Uma das histórias fruto dessa identidade que não me canso de escrever passou–se em Portugal, em plena ditadura. A 30 de janeiro de 1938 defrontaram-se no então Estádio Nacional as seleções de Espanha e Portugal. Durante os hinos, os dignitários fascistas na tribuna, a multidão e os jogadores fizeram a saudação nazi. Todos? Não, quatro jogadores portugueses recusaram fazer o gesto. Artur Quaresma deixou os braços em baixo. Mariano Rodrigues Amaro e José Ribeiro Simões levantaram, desafiantes, o punho esquerdo, e o goleiro, João Mendonça e Azevedo, juntou-se à contestação. No final do jogo foram detidos pela polícia política de Salazar. Artur Quaresma explicou em 2004 ao jornal “Record” porque se recusou a fazer a saudação fascista: “Tinha muitos amigos comunistas e oposicionistas, por isso foi uma atitude natural, embora não pensada previamente.” Apesar de terem sido presos pela PIDE, foram libertados em pouco tempo, dado o apelo da direção do clube. Numa conversa, Quaresma acrescentou outra razão de fundo para a coragem dos quatro destemidos jogadores contra tudo e contra todos. Era o facto de todos eles eram do Barreiro. Apanhar da polícia era tenebroso, mas viver na vila operária com o ónus de ter feito a saudação fascista e ter dobrado a coluna era muito pior.

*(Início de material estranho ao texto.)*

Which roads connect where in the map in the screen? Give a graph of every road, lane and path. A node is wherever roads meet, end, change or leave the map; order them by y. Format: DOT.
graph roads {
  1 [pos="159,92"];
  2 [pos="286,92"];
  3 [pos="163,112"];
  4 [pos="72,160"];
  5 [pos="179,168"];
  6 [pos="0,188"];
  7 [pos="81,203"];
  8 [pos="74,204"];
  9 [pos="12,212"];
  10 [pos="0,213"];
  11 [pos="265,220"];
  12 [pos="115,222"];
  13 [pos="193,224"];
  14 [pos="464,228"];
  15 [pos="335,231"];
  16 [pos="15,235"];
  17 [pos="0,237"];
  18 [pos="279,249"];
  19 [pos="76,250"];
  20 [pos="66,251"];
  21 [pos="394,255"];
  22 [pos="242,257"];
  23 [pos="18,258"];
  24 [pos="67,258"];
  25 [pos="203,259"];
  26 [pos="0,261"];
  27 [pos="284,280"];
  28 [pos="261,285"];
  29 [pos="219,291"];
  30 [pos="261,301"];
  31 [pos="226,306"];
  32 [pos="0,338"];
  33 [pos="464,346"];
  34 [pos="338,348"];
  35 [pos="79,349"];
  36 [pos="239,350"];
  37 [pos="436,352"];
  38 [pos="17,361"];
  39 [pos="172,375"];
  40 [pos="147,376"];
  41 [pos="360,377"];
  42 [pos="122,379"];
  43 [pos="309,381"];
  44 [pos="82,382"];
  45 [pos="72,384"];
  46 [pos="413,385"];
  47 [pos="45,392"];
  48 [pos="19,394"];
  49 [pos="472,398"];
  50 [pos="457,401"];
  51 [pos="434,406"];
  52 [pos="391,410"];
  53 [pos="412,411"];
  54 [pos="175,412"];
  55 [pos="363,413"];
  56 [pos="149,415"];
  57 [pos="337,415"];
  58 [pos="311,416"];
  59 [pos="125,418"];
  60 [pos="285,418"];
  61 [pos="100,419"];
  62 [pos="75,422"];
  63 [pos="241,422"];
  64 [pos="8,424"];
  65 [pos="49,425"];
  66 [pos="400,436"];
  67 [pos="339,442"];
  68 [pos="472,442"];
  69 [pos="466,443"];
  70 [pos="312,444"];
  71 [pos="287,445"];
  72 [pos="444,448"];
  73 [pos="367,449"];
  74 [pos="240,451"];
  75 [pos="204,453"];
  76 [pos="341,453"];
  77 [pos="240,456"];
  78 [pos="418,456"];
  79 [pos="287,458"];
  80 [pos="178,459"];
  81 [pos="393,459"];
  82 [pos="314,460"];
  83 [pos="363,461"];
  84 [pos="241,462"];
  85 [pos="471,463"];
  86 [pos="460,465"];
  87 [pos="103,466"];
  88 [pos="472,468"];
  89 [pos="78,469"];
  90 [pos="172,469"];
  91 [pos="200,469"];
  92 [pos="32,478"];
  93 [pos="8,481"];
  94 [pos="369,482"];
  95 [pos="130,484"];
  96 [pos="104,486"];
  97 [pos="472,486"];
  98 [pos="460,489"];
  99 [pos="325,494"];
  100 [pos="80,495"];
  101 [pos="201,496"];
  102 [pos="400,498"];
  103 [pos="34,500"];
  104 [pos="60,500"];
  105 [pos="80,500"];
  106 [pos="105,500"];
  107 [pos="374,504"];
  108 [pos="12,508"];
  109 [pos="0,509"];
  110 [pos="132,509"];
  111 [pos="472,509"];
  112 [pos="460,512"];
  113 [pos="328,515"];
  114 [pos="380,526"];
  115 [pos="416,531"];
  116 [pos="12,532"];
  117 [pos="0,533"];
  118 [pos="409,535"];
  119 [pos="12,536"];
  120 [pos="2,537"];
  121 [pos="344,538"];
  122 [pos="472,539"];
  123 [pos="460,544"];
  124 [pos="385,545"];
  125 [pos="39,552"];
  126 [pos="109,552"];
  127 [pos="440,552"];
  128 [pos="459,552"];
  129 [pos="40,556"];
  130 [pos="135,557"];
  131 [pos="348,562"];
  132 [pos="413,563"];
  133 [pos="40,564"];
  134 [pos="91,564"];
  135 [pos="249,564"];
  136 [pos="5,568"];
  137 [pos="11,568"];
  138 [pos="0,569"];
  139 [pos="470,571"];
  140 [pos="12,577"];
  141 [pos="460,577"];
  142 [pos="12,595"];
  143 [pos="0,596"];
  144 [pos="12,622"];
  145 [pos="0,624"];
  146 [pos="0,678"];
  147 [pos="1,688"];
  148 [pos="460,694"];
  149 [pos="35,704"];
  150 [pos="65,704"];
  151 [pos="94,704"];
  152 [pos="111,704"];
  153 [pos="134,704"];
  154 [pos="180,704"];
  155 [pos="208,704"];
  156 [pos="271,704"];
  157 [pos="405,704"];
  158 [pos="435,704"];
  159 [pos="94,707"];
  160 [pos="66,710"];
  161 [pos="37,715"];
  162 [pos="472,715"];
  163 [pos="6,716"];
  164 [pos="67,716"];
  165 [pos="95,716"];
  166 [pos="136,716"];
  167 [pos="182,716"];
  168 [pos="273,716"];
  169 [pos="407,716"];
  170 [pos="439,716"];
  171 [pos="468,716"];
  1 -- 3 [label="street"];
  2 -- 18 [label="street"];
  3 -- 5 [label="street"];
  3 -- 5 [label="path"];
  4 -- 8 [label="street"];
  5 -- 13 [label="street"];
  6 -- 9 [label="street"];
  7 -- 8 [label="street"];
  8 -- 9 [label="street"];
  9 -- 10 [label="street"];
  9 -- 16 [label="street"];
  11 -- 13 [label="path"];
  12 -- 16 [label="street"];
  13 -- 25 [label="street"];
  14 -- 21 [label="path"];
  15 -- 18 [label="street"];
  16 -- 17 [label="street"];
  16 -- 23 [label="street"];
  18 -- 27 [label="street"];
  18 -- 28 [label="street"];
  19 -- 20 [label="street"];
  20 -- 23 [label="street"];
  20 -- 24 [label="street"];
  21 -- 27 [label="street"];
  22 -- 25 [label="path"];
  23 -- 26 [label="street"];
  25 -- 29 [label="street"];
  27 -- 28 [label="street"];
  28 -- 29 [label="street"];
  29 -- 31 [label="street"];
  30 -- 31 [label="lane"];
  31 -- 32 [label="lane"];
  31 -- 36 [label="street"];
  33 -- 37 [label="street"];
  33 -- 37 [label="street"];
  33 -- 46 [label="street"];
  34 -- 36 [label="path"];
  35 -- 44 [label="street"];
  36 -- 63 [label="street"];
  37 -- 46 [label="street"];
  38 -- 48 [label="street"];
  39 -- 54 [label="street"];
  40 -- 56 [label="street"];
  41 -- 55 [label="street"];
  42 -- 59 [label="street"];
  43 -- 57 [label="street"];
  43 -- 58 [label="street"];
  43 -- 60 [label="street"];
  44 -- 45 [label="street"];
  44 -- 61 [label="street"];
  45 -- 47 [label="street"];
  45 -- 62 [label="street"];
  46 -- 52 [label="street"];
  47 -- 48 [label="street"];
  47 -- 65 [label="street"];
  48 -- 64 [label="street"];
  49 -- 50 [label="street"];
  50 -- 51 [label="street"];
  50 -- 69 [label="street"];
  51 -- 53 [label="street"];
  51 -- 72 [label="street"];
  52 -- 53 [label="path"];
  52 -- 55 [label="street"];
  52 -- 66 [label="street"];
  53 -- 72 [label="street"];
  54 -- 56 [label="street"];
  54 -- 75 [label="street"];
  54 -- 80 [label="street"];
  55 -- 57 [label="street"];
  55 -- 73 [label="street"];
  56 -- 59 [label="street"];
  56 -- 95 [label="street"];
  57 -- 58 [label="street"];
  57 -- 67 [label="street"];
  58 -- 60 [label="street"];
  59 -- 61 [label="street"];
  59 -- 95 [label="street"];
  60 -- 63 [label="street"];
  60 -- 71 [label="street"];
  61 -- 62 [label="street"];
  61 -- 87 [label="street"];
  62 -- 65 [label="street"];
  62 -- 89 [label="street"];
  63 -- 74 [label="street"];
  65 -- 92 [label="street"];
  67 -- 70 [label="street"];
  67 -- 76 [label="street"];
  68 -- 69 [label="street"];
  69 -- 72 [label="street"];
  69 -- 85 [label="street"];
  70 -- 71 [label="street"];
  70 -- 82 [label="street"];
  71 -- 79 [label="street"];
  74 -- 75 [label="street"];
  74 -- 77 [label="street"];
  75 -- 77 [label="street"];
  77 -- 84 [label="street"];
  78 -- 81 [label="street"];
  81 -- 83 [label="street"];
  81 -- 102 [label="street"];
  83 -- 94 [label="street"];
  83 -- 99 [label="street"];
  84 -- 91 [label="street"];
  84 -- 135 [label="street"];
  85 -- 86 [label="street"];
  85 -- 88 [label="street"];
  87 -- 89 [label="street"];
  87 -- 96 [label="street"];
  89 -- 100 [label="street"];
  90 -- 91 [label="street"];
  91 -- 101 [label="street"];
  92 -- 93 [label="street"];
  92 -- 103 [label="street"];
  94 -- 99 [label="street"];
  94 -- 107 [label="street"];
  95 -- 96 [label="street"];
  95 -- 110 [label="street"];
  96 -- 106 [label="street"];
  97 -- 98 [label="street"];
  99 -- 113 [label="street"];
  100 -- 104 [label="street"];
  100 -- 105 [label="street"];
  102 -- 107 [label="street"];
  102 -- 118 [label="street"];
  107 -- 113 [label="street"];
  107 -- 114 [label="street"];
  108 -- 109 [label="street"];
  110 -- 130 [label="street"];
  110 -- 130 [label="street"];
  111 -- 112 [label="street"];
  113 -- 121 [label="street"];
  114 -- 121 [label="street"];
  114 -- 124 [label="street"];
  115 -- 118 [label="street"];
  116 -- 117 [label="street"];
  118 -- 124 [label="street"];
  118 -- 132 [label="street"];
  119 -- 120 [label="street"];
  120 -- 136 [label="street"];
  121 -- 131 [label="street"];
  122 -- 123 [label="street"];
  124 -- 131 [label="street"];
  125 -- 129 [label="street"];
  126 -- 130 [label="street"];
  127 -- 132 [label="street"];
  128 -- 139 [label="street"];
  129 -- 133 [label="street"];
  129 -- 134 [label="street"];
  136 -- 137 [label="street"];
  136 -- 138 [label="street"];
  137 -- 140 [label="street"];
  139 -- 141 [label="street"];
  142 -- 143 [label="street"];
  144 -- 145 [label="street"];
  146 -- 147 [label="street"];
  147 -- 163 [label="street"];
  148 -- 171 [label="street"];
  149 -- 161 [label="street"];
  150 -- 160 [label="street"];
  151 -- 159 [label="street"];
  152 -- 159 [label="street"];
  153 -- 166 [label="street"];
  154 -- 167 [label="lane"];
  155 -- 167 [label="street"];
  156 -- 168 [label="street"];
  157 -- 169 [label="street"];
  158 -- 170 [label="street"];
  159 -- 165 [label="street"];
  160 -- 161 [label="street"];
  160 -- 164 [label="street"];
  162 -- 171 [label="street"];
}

O ascenso dos nacionalismos identitários racistas na Europa, sem aparente contraponto popular em muitos países, deve-se em grande parte ao fim das indústrias que eram a base material da sustentação desse mundo operário. Há num plano do filme português “A Fábrica do Nada”, premiado em Cannes, um momento revelação quando se mostram as dezenas de fábricas que existiam na zona de Vila Franca de Xira, que se transformaram em armazéns abandonados.
No seu livro “Le Front National, entre extrémisme, populisme et démocratie”, Michel Wieviorka exemplifica este processo económico com consequências sociais e políticas: o desemprego fez a sua aparição e os “subúrbios vermelhos”, dirigidos pelos comunistas, que tinham tido um papel fundamental do ponto de vista associativo e político destas populações, perdem força. É neste deserto do fim das fábricas, do fim das coletividades operárias, que começa a morrer um mundo e, pelo medo, vai-se instalando a extrema-direita.
Se o trabalho se extingue e torna raro, é preciso formar comunidades que tenham como ponto de partida a igualdade no acesso ao poder e ao rendimento, e até a reivindicação de dividir por todos o trabalho restante. Só conseguindo poder para todos será possível que o fim do trabalho como o conhecemos não seja a divisão total e espacial entre os muito ricos e os 99% restantes, confinados a zonas cada vez mais selvagens nas nossas sociedades. Para inverter este processo de destruição social e ambiental é preciso constituir comunidades de ação que não se fundamentem apenas na situação social que têm, mas sobretudo naquilo que pretendem que o mundo seja.